Answer
$\phi(x,y,z)=xyz$
Work Step by Step
For a vector field to be Conservative, $\dfrac{\partial f}{\partial y}=\dfrac{\partial g}{\partial x}$ and $\dfrac{\partial g}{\partial z}=\dfrac{\partial h}{\partial y}$ and $\dfrac{\partial f}{\partial z}=\dfrac{\partial h}{\partial x}$
We have: $f(x,y,z)=yz, g(x,y,z) =xz$ and $h(x,y,z)=xy$
Thus, $\dfrac{\partial f}{\partial y}=z=\dfrac{\partial g}{\partial x}$ and $\dfrac{\partial g}{\partial z}=x=\dfrac{\partial h}{\partial y}$ and $\dfrac{\partial f}{\partial z}=y=\dfrac{\partial h}{\partial x}$
Therefore, a vector field $F$ is Conservative.

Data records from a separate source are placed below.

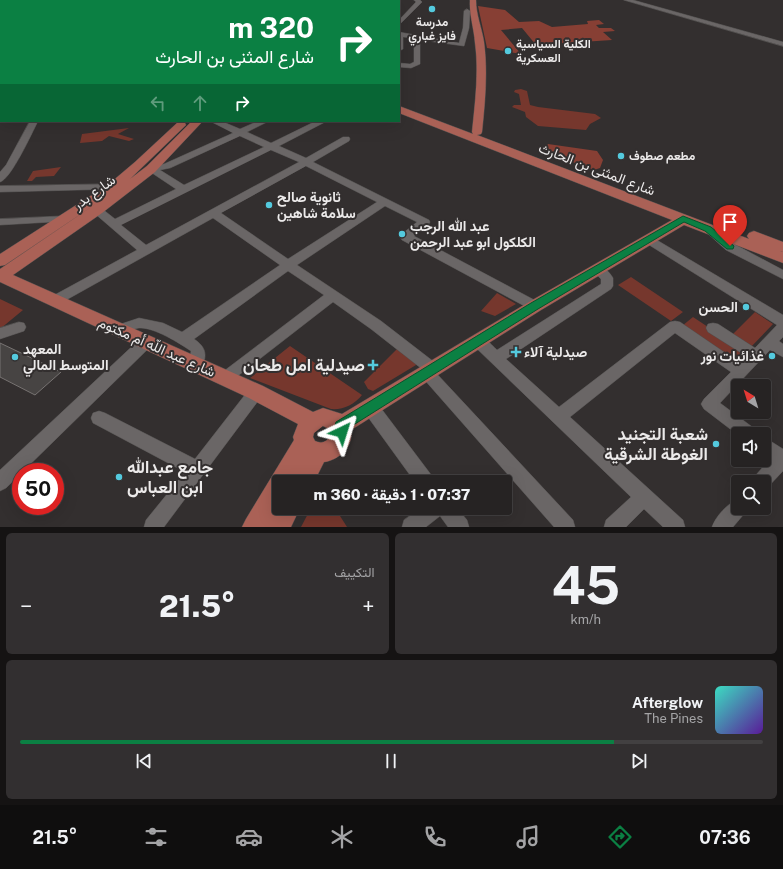 <!DOCTYPE html>
<html lang="ar">
<head>
<meta charset="utf-8">
<style>
	body { margin:0; font-family:"Public Sans",Vazirmatn,sans-serif; background:#322f30; color:#f1f3f6; direction:rtl; height:100vh; display:flex; flex-direction:column; font-size:15px; white-space:nowrap }
	* { box-sizing:border-box; margin:0 }
	p { font-size:13px; color:#a4a4a6 }
	.icon { flex:none; width:22px; height:22px; fill:none; stroke:currentColor; stroke-width:2; stroke-linecap:round; stroke-linejoin:round }
	.map { position:relative; height:527px; overflow:hidden; direction:ltr }
	.side { display:flex; flex-direction:column; gap:6px; padding:6px; background:#151313; flex:1 }
	.side>* { flex:none }
	.top-card { position:absolute; left:0px; top:0px; width:400px; height:122px; box-shadow:0 4px 16px #0002,0 0 0 1px #424041; direction:rtl; background:#0b8043; color:#fff; overflow:hidden }
	.needle { width:26px; rotate:322deg }
	.controls { position:absolute; left:731px; top:379px; display:grid; gap:8px }
	.controls a { display:grid; place-items:center; width:40px; height:40px; border-radius:4px; background:#262323; box-shadow:0 4px 16px #0002,0 0 0 1px #424041; font-size:20px }
	.speed { position:absolute; left:12px; top:463px; display:flex; gap:8px; font-size:20px; font-weight:700; text-align:center }
	.speed>* { display:grid; place-content:center; width:52px; height:52px; border-radius:50%; background:#262323; box-shadow:0 4px 16px #0002,0 0 0 1px #424041; line-height:1 }
	.speed .limit { border:6px solid #d22; background:#fff; color:#111 }
	.pin { position:absolute; display:grid; place-items:center; width:34px; height:34px; color:#fff; margin:-41px -17px; border-radius:50% 50% 50% 0; rotate:-45deg; box-shadow:0 0 4px #0007 }
	.pin .icon { rotate:45deg }
	.me { position:absolute; width:44px; margin:-22px; rotate:41deg; stroke-linejoin:round; filter:drop-shadow(0 0 3px #0008) }
	.turn { display:flex; align-items:center; gap:14px; height:84px; padding:0 20px; font-size:18px }
	.turn .icon { width:52px; height:52px; stroke-width:2.5 }
	.turn b { display:block; font-size:28px; line-height:34px }
	.lanes { display:flex; align-items:center; height:38px; padding:0 20px; background:#0003; justify-content:center; gap:20px; direction:ltr }
	.lanes .off { opacity:.35 }
	.big { font-size:30px; font-weight:800; line-height:1.1 }
	.side .tile { flex:1; display:flex; flex-direction:column; justify-content:center; gap:6px; min-width:0; padding:0 14px; border-radius:6px; background:#322f30 }
	.side .dial { align-items:center; gap:0 }
	.dial b { font-size:52px; line-height:1 }
	.song { display:flex; align-items:center; gap:12px }
	.cover { width:48px; height:48px; border-radius:6px; background:linear-gradient(135deg,hsl(170 70% 55%),hsl(270 70% 35%)) }
	.played { height:4px; border-radius:2px; background:linear-gradient(90deg,#0b8043 80%,#424041 80%) }
	.keys { display:flex; justify-content:space-around; direction:ltr }
	.heat { display:flex; justify-content:space-between; align-items:center; font-size:22px; direction:ltr }
	.side .tiles { flex:1; display:grid; gap:6px; grid-template-columns:1fr 1fr }
	.tile:last-child { grid-column:span 2 }
	.trip { position:absolute; left:272px; top:475px; width:240px; height:40px; border-radius:4px; background:#262323; box-shadow:0 4px 16px #0002,0 0 0 1px #424041; font-weight:800; line-height:40px; text-align:center; direction:rtl }
	.tab-bar { display:flex; height:64px; justify-content:space-around; align-items:center; background:#0f0e0e; color:#a4a4a6 }
	.tab-bar .icon { width:28px; height:28px }
	.tab-bar .on { color:#0b8043 }
	.tab-bar b { font-size:18px; color:#f1f3f6 }
	.map>svg:first-child { display:block }
</style>
</head>
<body>
<div class="map">
<svg width="783" height="527" viewBox="0 0 783 527">
	<rect width="100%" height="100%" fill="#332f2f"/>
	<path fill="#76372d" d="M 521,89 L 527,91 L 530,105 L 538,107 L 595,114 L 601,118 L 590,124 L 586,130 L 538,126 L 526,117 L 525,112 L 512,107 L 514,105 L 521,105 L 519,94 L 514,92 L 515,90 Z
		M 129,128 L 118,134 L 134,139 L 129,141 L 109,136 L 102,141 L 80,143 L 82,134 Z
		M 61,167 L 54,176 L 36,177 L 32,181 L 27,181 L 33,171 Z
		M 631,277 L 683,312 L 671,321 L 618,285 Z
		M 497,293 L 516,304 L 495,316 L 481,311 Z
		M 0,299 L 23,310 L 0,329 Z
		M 755,312 L 773,324 L 750,348 L 732,335 Z
		M 693,317 L 747,353 L 736,363 L 682,326 Z
		M 290,346 L 362,395 C 354,405 343,410 331,409 L 250,378 Z
		M 399,347 L 421,362 L 373,391 L 368,389 L 364,382 Z
		M 311,508 L 335,508 L 347,527 L 301,527 Z"/>
	<path fill="#873f34" d="M 478,6 L 505,10 L 519,22 L 539,21 L 552,27 L 588,24 L 587,21 L 599,20 L 604,24 L 596,25 L 599,28 L 611,28 L 615,31 L 603,32 L 612,40 L 536,45 L 522,28 L 501,30 L 521,54 L 487,48 Z
		M 548,144 L 597,151 L 603,160 L 600,168 L 594,170 L 556,156 L 544,149 Z"/>
	<path fill="#474443" stroke="#777372" d="M 0,343 L 61,372 L 35,395 L 0,377 Z"/>
	<g fill="none" stroke-linecap="round" stroke-linejoin="round">
		<defs>
			<path id="minor" d="M 35,0 L 42,0 L 34,1 Z
				M 73,0 L 79,0 L 72,1 Z
				M 105,0 L 111,0 L 104,1 Z
				M 205,0 L 216,0 L 217,1 L 206,1 Z
				M 414,0 L 420,0 L 422,2 L 399,25 L 399,20 L 416,2 Z
				M 624,0 L 633,0 L 783,42 L 783,46 Z
				M 467,9 L 470,11 L 469,28 L 464,46 L 420,40 L 420,64 L 411,68 L 399,67 L 399,63 L 410,64 L 414,62 L 414,38 L 403,37 L 403,49 L 399,51 L 399,32 L 459,43 L 463,28 L 464,11 Z
				M 0,11 L 1,11 L 1,15 L 0,15 Z
				M 0,24 L 1,24 L 1,28 L 0,28 Z
				M 0,62 L 1,62 L 1,66 L 0,66 Z
				M 0,81 L 1,81 L 1,85 L 0,85 Z
				M 30,121 L 38,121 C 32,133 11,179 0,182 L 0,172 L 6,165 Z
				M 210,121 L 221,121 L 240,129 L 258,121 L 269,121 L 247,132 L 271,143 L 316,121 L 327,121 L 279,146 L 306,158 L 343,137 L 349,137 L 350,139 L 349,141 L 313,162 L 429,220 L 430,222 L 429,224 L 414,236 L 540,303 L 542,306 L 540,309 L 535,311 L 530,309 L 402,240 L 400,237 L 402,234 L 417,222 L 385,206 L 297,265 L 381,321 L 438,365 L 440,369 L 437,374 L 573,520 L 575,527 L 554,527 L 422,377 L 420,373 L 422,369 L 371,329 L 333,302 L 230,382 L 225,384 L 220,382 L 218,378 L 220,374 L 324,295 L 288,271 L 194,339 C 206,347 208,355 201,369 L 196,371 L 191,369 L 189,365 L 191,351 C 179,343 154,327 139,328 C 130,329 124,337 115,334 L 113,330 L 115,326 L 139,318 L 163,323 L 182,332 L 280,265 L 213,218 L 59,304 L 54,306 L 49,304 L 48,301 L 49,298 L 137,250 L 93,212 L 92,210 L 93,208 L 101,208 L 115,219 L 176,189 L 146,169 L 148,167 L 164,164 L 233,133 ZM 240,136 L 264,147 L 184,185 L 160,170 L 170,168 ZM 271,150 L 299,162 L 146,245 L 121,225 ZM 306,166 L 377,202 L 288,259 L 221,213 Z
				M 113,184 L 118,187 L 117,189 L 0,192 L 0,186 Z
				M 65,216 L 69,217 L 70,219 L 69,221 L 0,225 L 0,219 Z
				M 709,225 L 713,227 L 734,244 L 783,270 L 783,279 L 726,250 L 705,231 L 703,229 L 705,227 Z
				M 650,236 L 783,315 L 783,337 L 779,341 L 783,344 L 783,357 L 770,350 L 720,403 L 755,429 L 757,434 L 738,434 L 738,435 L 704,409 L 701,404 L 704,399 L 731,372 L 675,333 L 570,417 L 683,520 L 685,527 L 663,527 L 644,509 L 626,527 L 604,527 L 606,520 L 631,497 L 473,345 L 471,341 L 473,337 C 483,334 490,343 497,350 L 601,284 L 601,279 L 592,270 L 594,267 C 602,265 609,271 613,278 L 613,286 L 611,289 L 506,359 L 559,407 L 670,322 L 675,321 L 680,322 L 740,363 L 746,356 L 708,332 L 706,328 L 708,324 L 713,323 L 718,324 L 755,348 L 777,325 L 646,243 L 644,240 L 646,237 Z
				M 19,322 L 24,323 L 26,327 L 24,331 L 0,339 L 0,328 Z
				M 146,336 L 151,338 L 153,342 L 151,346 L 6,488 L 0,491 L 0,470 L 141,338 Z
				M 256,385 L 261,387 L 264,392 L 261,397 L 164,527 L 144,527 L 146,520 L 185,472 L 93,423 L 91,418 L 93,413 L 99,411 L 105,413 L 195,459 L 251,387 Z
				M 371,401 L 377,403 L 432,476 L 435,482 L 415,482 L 365,413 L 363,408 L 365,403 Z
				M 764,437 L 783,449 L 783,471 L 767,488 L 764,489 L 764,482 L 752,482 L 755,476 L 770,459 L 764,455 Z
				M 738,499 L 738,508 L 747,508 L 744,514 L 733,527 L 712,527 C 716,516 727,504 738,499 Z
				M 421,508 L 457,508 L 467,520 L 469,527 L 448,527 L 440,516 L 426,527 L 402,527 L 404,520 Z"/>
			<path id="major" d="M 129,0 L 137,0 L 137,1 L 129,1 Z
				M 470,0 L 476,0 C 476,15 482,28 484,42 C 488,72 485,103 482,132 L 481,134 L 477,135 L 783,252 L 783,263 L 684,225 L 541,310 L 351,430 C 354,446 339,460 324,462 L 314,482 L 279,482 L 279,508 L 300,508 L 291,527 L 267,527 L 269,524 L 267,527 L 242,527 L 246,519 L 294,440 L 293,437 L 298,424 L 249,398 L 0,282 L 0,269 L 100,201 L 5,265 L 0,266 L 0,254 L 109,184 L 135,162 L 177,123 L 185,123 L 186,125 L 130,179 L 147,166 L 192,121 L 203,121 L 155,172 L 102,213 L 13,275 L 263,386 L 313,412 L 323,408 L 342,414 L 529,302 L 672,220 L 399,113 L 399,106 L 473,134 L 472,132 C 475,103 479,72 475,43 C 474,28 469,15 470,0 ZM 323,426 L 331,430 L 331,436 C 326,442 322,444 315,441 L 313,437 L 314,433 Z
				M 754,231 L 783,242 L 783,252 L 749,239 L 747,236 L 749,233 Z"/>
		</defs>
		<use href="#minor" stroke="#514f4e" stroke-width="1"/>
		<use href="#major" stroke="#514f4e" stroke-width="1"/>
		<use href="#minor" fill="#6a6666" fill-rule="evenodd"/>
		<use href="#major" fill="#aa6156" fill-rule="evenodd"/>
	</g>
	<path fill="#0b8043" stroke="#07532c" d="M 683,216 L 711,227 L 734,246 L 733,249 L 727,249 L 705,231 L 684,222 L 538,309 L 347,429 L 346,436 L 342,437 L 338,436 L 335,426 L 336,422 L 531,303 Z"/>
	<g fill="#54cade" stroke="#332f2f" stroke-width="1.5">
		<circle cx="432" cy="9" r="4"/>
		<circle cx="508" cy="51" r="4"/>
		<circle cx="621" cy="156" r="4"/>
		<circle cx="269" cy="205" r="4"/>
		<circle cx="402" cy="234" r="4"/>
		<circle cx="746" cy="307" r="4"/>
		<path d="M514 346h4v4h4v4h-4v4h-4v-4h-4v-4h4z"/>
		<circle cx="772" cy="356" r="4"/>
		<circle cx="15" cy="357" r="4"/>
		<path d="M371 359h4v4h4v4h-4v4h-4v-4h-4v-4h4z"/>
		<circle cx="716" cy="444" r="4"/>
		<circle cx="119" cy="477" r="4"/>
	</g>
	<g text-anchor="middle" stroke-width="4" stroke-linejoin="round" paint-order="stroke">
		<g font-size="12" font-weight="bold" fill="#eceaea" stroke="#332f2f" text-anchor="start">
			<text x="432" y="26" text-anchor="middle">مدرسة<tspan x="432" dy="14">فايز غباري</tspan></text>
			<text x="516" y="48">الكلية السياسية<tspan x="516" dy="14">العسكرية</tspan></text>
			<text x="629" y="160">مطعم صطوف</text>
		</g>
		<g font-size="14" fill="#eceaea" stroke="#332f2f">
			<text transform="translate(597 169) rotate(21)" y="5">شارع المثنى بن الحارث</text>
			<text transform="translate(94 192) rotate(-36)" y="5">شارع بدر</text>
			<text transform="translate(157 347) rotate(24)" y="5">شارع عبد اللّه أم مكتوم</text>
		</g>
		<g font-size="14" font-weight="bold" fill="#eceaea" stroke="#332f2f" text-anchor="start">
			<text x="277" y="202">ثانوية صالح<tspan x="277" dy="16">سلامة شاهين</tspan></text>
			<text x="410" y="231">عبد الله الرجب<tspan x="410" dy="16">الكلكول ابو عبد الرحمن</tspan></text>
			<text x="738" y="312" text-anchor="end">الحسن</text>
			<text x="23" y="354">المعهد<tspan x="23" dy="16">المتوسط المالي</tspan></text>
			<text x="524" y="357">صيدلية آلاء</text>
			<text x="764" y="361" text-anchor="end">غذائيات نور</text>
		</g>
		<g font-size="17" font-weight="bold" fill="#eceaea" stroke="#332f2f" text-anchor="end">
			<text x="365" y="371">صيدلية امل طحان</text>
			<text x="708" y="440">شعبة التجنيد<tspan x="708" dy="20">الغوطة الشرقية</tspan></text>
			<text x="127" y="473" text-anchor="start">جامع عبدالله<tspan x="127" dy="20">ابن العباس</tspan></text>
		</g>
	</g>
</svg>
<div class="controls">
<a><svg class="needle" viewBox="-14 -14 28 28"><path d="M0-13l5 13h-10z" fill="#e53935"/><path d="M0 13l5-13h-10z" fill="#a4a4a6"/></svg></a>
<a><svg class="icon" aria-label="sound" viewBox="0 0 24 24"><path d="M4 9h4l5-4v14l-5-4H4zM17 9q2 3 0 6"/></svg></a>
<a><svg class="icon" aria-label="search" viewBox="0 0 24 24"><circle cx="10" cy="10" r="6"/><path d="M15 15l6 6"/></svg></a>
</div>
<div class="speed"><div class="limit">50</div></div>
<div class="pin" style="left:730px;top:246px;background:#d93025"><svg class="icon" aria-label="arrive" viewBox="0 0 24 24"><path d="M6 21V4h12l-3 4 3 4H6"/></svg></div>
<svg class="me" style="left:342px;top:432px" viewBox="-20 -20 40 40"><path d="M0-17L14 15 0 8-14 15z" fill="#0b8043" stroke="#fff" stroke-width="4"/></svg>
<div class="trip">07:37 · 1 دقيقة · 360 m</div>
<div class="top-card">
<div class="turn"><svg class="icon" aria-label="right" viewBox="0 0 24 24"><path d="M7 20v-9h11M14 6l5 5-5 5"/></svg><div><b>320 m</b>شارع المثنى بن الحارث</div></div>
<div class="lanes"><svg class="icon off" aria-label="left" viewBox="0 0 24 24"><path d="M17 20v-9H6M10 6l-5 5 5 5"/></svg><svg class="icon off" aria-label="ahead" viewBox="0 0 24 24"><path d="M12 20V5M6 11l6-6 6 6"/></svg><svg class="icon" aria-label="right" viewBox="0 0 24 24"><path d="M7 20v-9h11M14 6l5 5-5 5"/></svg></div>
</div>
</div>
<section class="side">
<div class="tiles">
<div class="tile dial"><b>45</b><p>km/h</p></div>
<div class="tile"><p>التكييف</p>
<div class="heat"><a>−</a><b class="big">21.5°</b><a>+</a></div>
</div>
<div class="tile">
<div class="song"><i class="cover"></i><div><b>Afterglow</b><p>The Pines</p></div></div>
<div class="played"></div>
<div class="keys"><svg class="icon" aria-label="previous" viewBox="0 0 24 24"><path d="M18 5L8 12l10 7zM5 5v14"/></svg><svg class="icon" aria-label="pause" viewBox="0 0 24 24"><path d="M8 5v14M16 5v14"/></svg><svg class="icon" aria-label="next" viewBox="0 0 24 24"><path d="M6 5l10 7-10 7zM19 5v14"/></svg></div>
</div>
</div>
</section>
<nav class="tab-bar">
<b>07:36</b>
<svg class="icon on" aria-label="directions" viewBox="0 0 24 24"><path d="M12 3l9 9-9 9-9-9zM9 14v-3h6M13 9l2 2-2 2"/></svg>
<svg class="icon" aria-label="music" viewBox="0 0 24 24"><path d="M9 18V5l10-2v13"/><circle cx="6" cy="18" r="3"/><circle cx="16" cy="16" r="3"/></svg>
<svg class="icon" aria-label="phone" viewBox="0 0 24 24"><path d="M5 4h4l2 5-3 2q2 4 5 5l2-3 5 2v4C11 20 4 13 5 4z"/></svg>
<svg class="icon" aria-label="climate" viewBox="0 0 24 24"><path d="M12 3v18M4 7l16 10M4 17L20 7"/></svg>
<svg class="icon" aria-label="car" viewBox="0 0 24 24"><path d="M5 17H2v-5l4-1 3-4h7l3 4 3 1v5h-3M9 17h6M6 11h13"/><circle cx="7" cy="17" r="2"/><circle cx="17" cy="17" r="2"/></svg>
<svg class="icon" aria-label="filters" viewBox="0 0 24 24"><path d="M4 7h16M4 17h16"/><circle cx="9" cy="7" r="2"/><circle cx="15" cy="17" r="2"/></svg>
<b>21.5°</b>
</nav>
</body>
</html>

Now, potential function $F=\nabla \phi$
So, $\dfrac{\partial \phi}{\partial x}=yz \implies \phi(x,y,z)=xyz+a(y,z)$
and $\dfrac{\partial \phi}{\partial y}=xz=xz+\dfrac{\partial a}{\partial y} \implies \dfrac{\partial a}{\partial y}=0 \implies a(y,z)=y+b(z)$ and $\dfrac{\partial \phi}{\partial z}=xy =xy+b'(z) \implies b(z)=c$
Thus, $\phi(x,y,z)=xyz$